We are seeing instances of how change is occurring and the changes forcing the industry towards more productive processes.For example, certain businesses that distribute parcels are now completely automated wherein robots scan the parcel and take it to the desired point. Historically, such a business would have had a lot of people shuffling parcels around and reading labels. Similarly, baggage handling systems at airports are fully automated in most cases. These are segments where the idea of labour-intensive approach has already been eliminated. With automation coming in, the next thought is about the utility of labour and how that labour can be used in different processes. When you have robots taking over repetitive processes, labour is freed up to take on even more critical tasks. Recently, there’s been an interesting partnership between Trimble, Hilti and Boston Dynamics to explore the integration of Trimble's and Hilti's construction management software solutions, GNSS technology and reality capture devices with Boston Dynamics' Spot Robot platform. The goal of this partnership is to utilize robots for routine tasks in hazardous environments to improve safety, efficiency, and data capture consistency as a part of our digital transformation vision.
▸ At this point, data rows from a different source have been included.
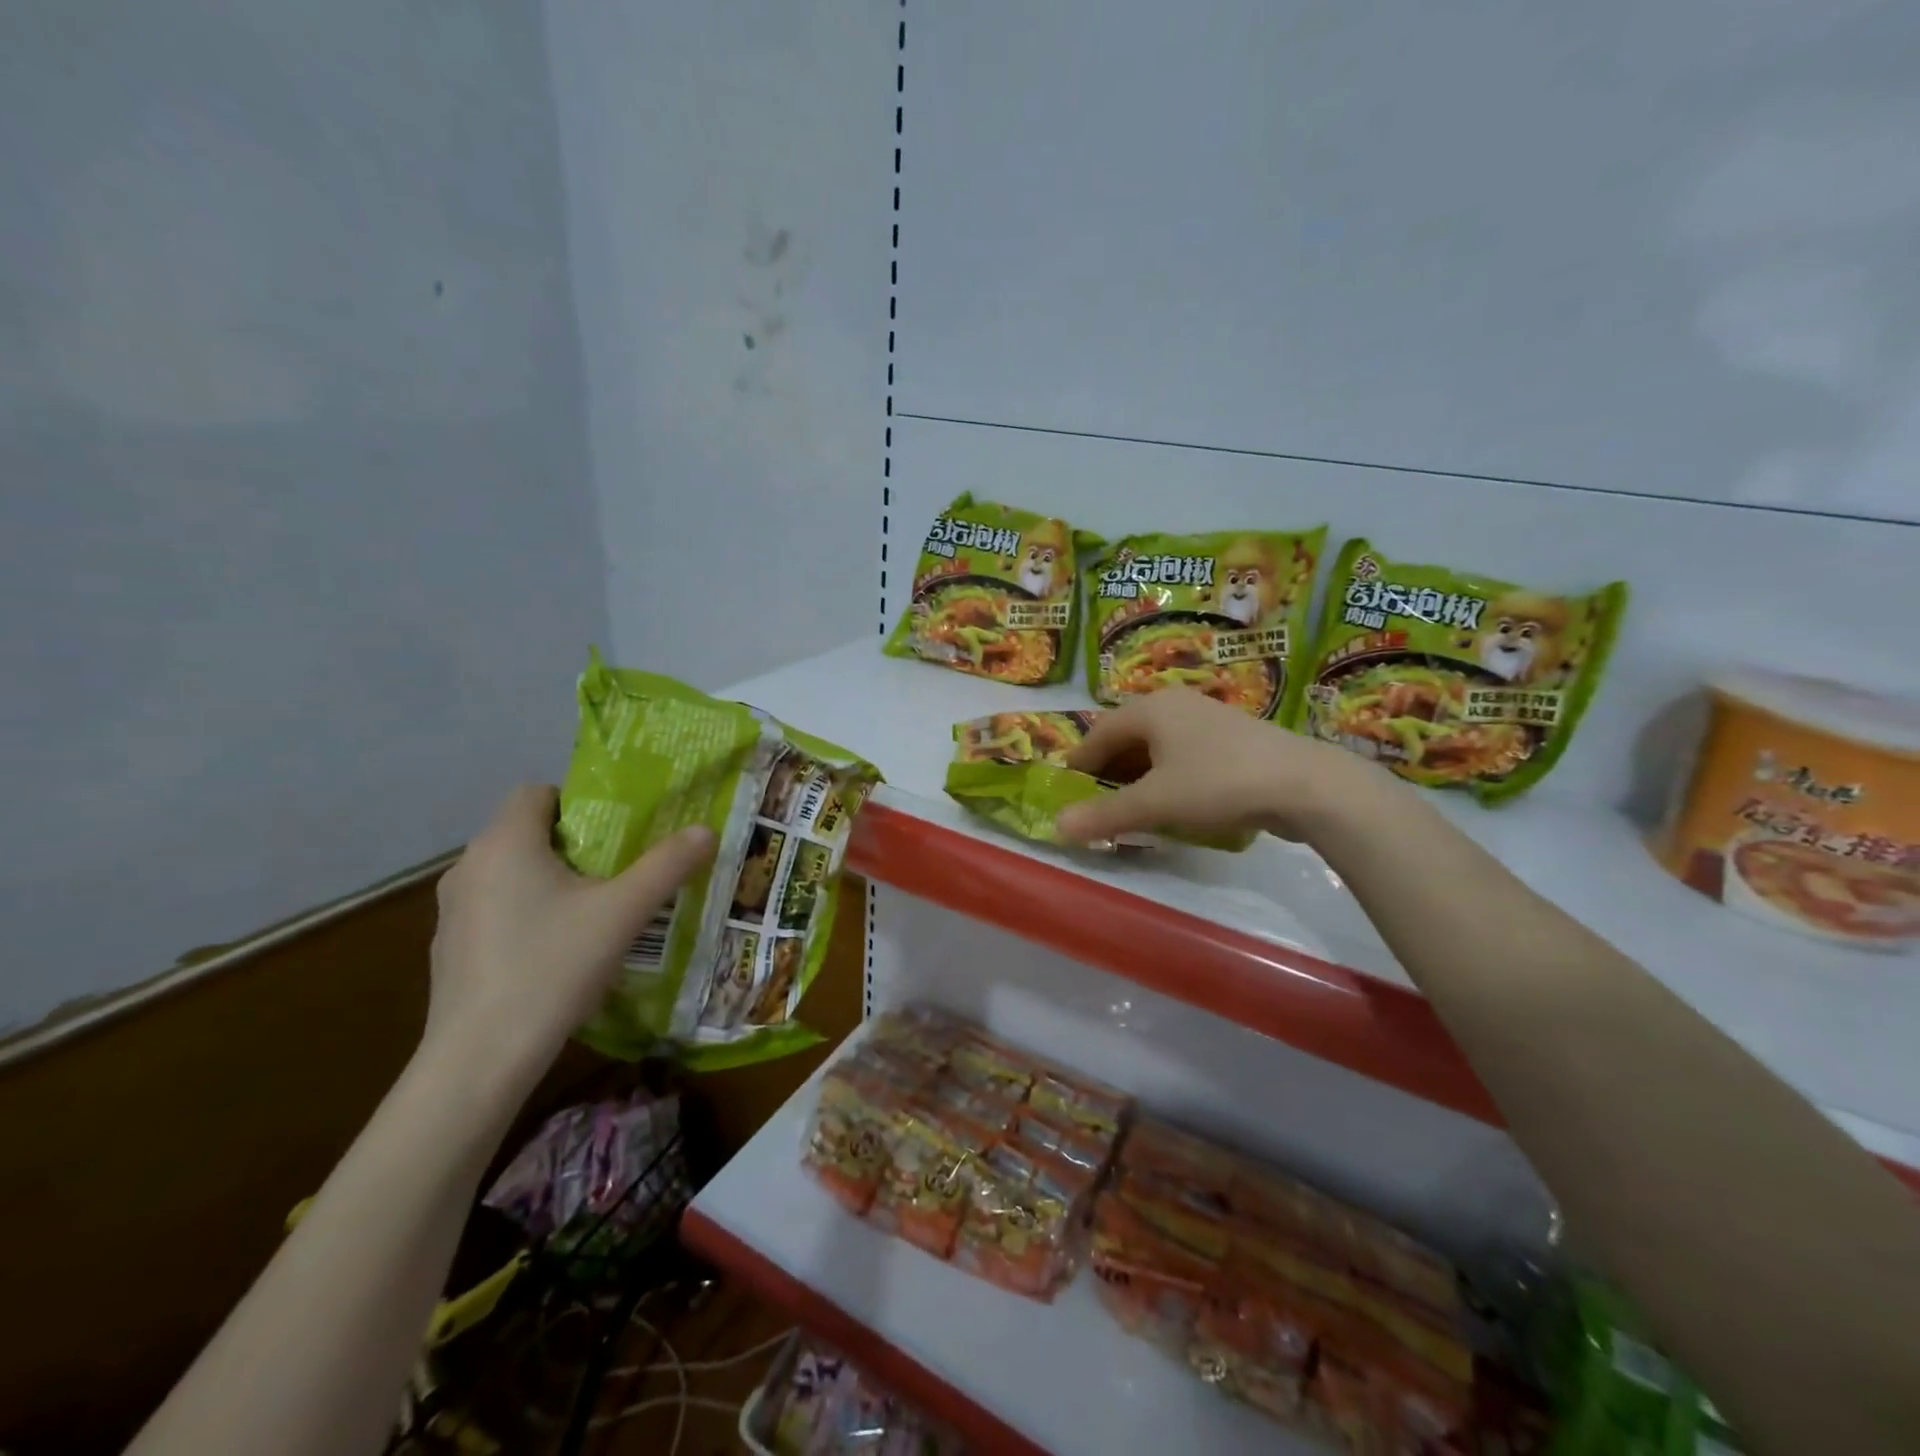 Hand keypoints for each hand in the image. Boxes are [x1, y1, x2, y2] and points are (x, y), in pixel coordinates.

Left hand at [424, 785, 714, 1093]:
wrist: (481, 1059)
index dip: (580, 801)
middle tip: (621, 868)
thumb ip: (667, 866)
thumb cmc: (553, 967)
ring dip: (551, 880)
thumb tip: (706, 830)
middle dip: (576, 844)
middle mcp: (469, 867)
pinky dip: (527, 915)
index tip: (617, 830)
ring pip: (512, 873)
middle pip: (528, 833)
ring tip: (596, 911)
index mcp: (505, 843)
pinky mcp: (450, 950)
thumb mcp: (624, 912)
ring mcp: (452, 911)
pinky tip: (557, 953)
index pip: (537, 792)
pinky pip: (497, 910)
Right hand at [1054, 689, 1386, 845]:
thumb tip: (1057, 826)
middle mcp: (1175, 704)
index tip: (1067, 792)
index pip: (1098, 733)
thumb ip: (1105, 814)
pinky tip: (1174, 803)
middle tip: (1097, 804)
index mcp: (1150, 709)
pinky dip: (1167, 776)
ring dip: (1138, 776)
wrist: (1305, 784)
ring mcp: (1207, 718)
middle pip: (1127, 737)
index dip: (1079, 764)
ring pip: (1157, 747)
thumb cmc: (1217, 783)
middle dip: (1109, 772)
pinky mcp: (1232, 738)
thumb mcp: (1155, 803)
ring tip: (1132, 808)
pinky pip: (1183, 755) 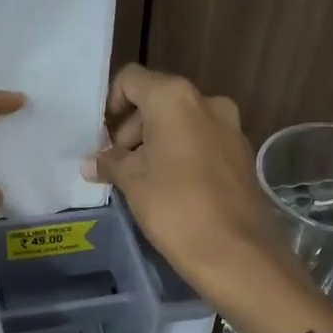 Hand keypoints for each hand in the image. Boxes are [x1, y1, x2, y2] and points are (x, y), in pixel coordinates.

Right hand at [81, 65, 298, 303]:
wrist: (238, 253)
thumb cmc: (176, 209)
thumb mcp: (133, 184)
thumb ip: (111, 163)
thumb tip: (91, 162)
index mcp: (175, 98)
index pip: (131, 79)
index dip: (110, 103)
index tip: (102, 137)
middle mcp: (206, 102)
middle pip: (157, 99)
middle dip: (133, 127)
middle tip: (118, 164)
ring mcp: (230, 127)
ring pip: (181, 122)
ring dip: (157, 142)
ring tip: (142, 180)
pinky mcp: (242, 153)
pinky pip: (202, 141)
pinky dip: (181, 154)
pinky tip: (171, 188) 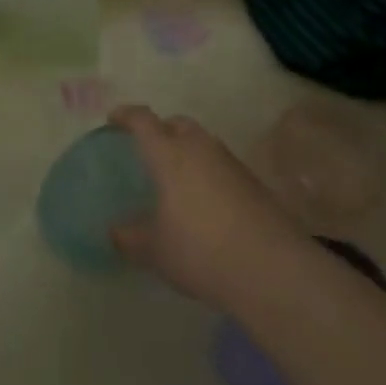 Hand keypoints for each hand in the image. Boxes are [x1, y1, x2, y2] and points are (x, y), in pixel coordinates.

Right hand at [107, 105, 310, 313]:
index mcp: (170, 155)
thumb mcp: (155, 250)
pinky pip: (222, 166)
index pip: (144, 121)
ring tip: (177, 179)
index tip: (114, 119)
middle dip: (161, 130)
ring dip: (188, 151)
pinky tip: (205, 203)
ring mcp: (231, 164)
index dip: (127, 116)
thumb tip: (115, 231)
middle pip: (178, 124)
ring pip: (203, 144)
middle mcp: (201, 149)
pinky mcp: (254, 184)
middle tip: (149, 149)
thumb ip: (130, 238)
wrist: (271, 268)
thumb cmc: (200, 250)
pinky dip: (208, 173) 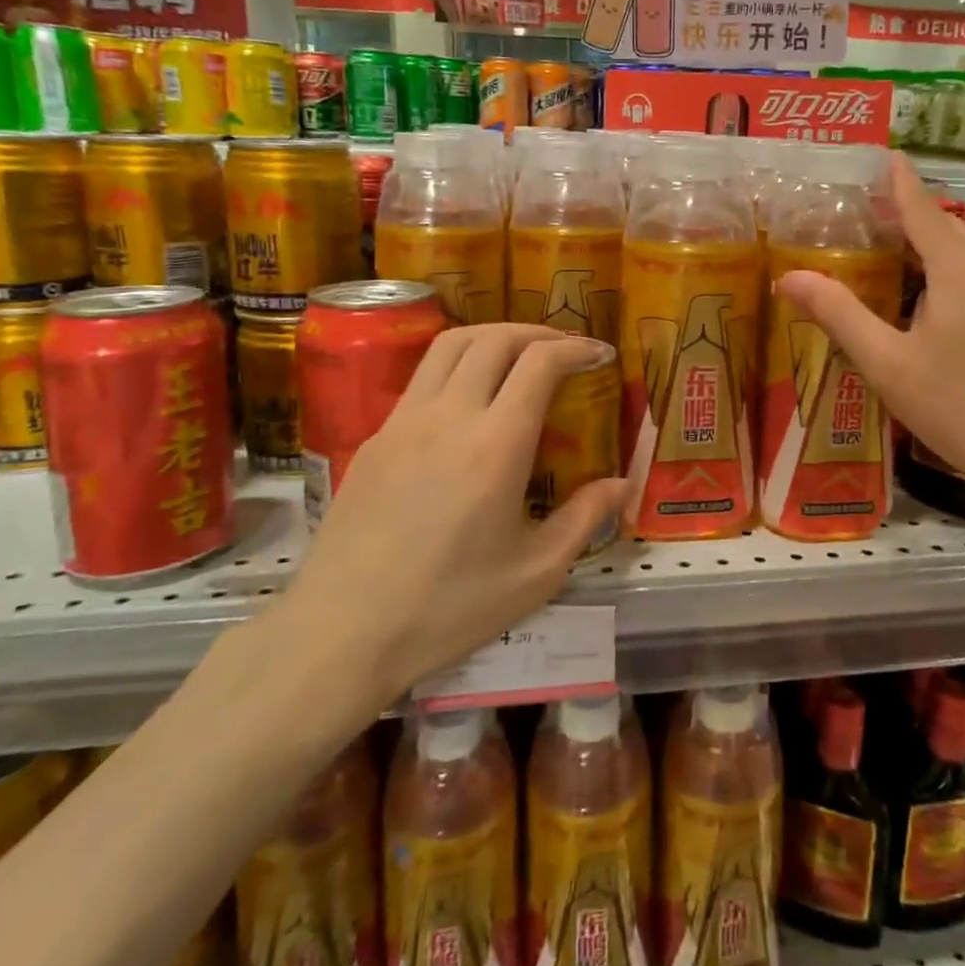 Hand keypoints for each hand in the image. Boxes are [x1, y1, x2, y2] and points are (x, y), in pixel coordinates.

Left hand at [274, 325, 627, 710]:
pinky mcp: (376, 437)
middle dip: (538, 333)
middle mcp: (449, 416)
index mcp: (496, 445)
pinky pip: (422, 378)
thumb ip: (585, 518)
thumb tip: (622, 484)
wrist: (342, 632)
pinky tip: (470, 401)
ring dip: (494, 337)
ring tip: (519, 355)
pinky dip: (458, 365)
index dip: (576, 348)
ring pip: (450, 345)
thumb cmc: (448, 607)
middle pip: (494, 339)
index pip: (540, 363)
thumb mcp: (536, 573)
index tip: (599, 354)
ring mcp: (404, 421)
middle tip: (565, 350)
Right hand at [773, 157, 964, 510]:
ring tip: (897, 263)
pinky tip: (941, 307)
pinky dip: (956, 275)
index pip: (922, 208)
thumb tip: (789, 277)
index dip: (899, 183)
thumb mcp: (890, 365)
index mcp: (959, 269)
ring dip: (934, 250)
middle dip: (910, 219)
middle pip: (947, 229)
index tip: (884, 157)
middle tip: (869, 224)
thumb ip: (840, 316)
As we get set to embrace 2020, what are your expectations from the India market in terms of growth?
In terms of growth, when we look at the global construction markets we do see a few political and economic challenges in the near term. Macro issues are affecting regions around the world. Brexit, trade wars, lower consumer spends are a few factors that might have an impact on how the global construction market grows in the next few quarters. However, we have reasons to believe that India will outperform the global growth. Estimates show that from 2019 to 2023, the global construction market’s growth will be about 2.7 per cent, but the Indian market is projected to grow around 6.4 per cent, which is 2.5 times the global growth rate. We believe that India should witness a sustained growth of over 6 per cent for the next few years. Thus, we have great confidence in the local Indian market for construction, especially with the amount of work going on in infrastructure that will fuel significant growth for the next several years, as well as key government initiatives such as Housing for All.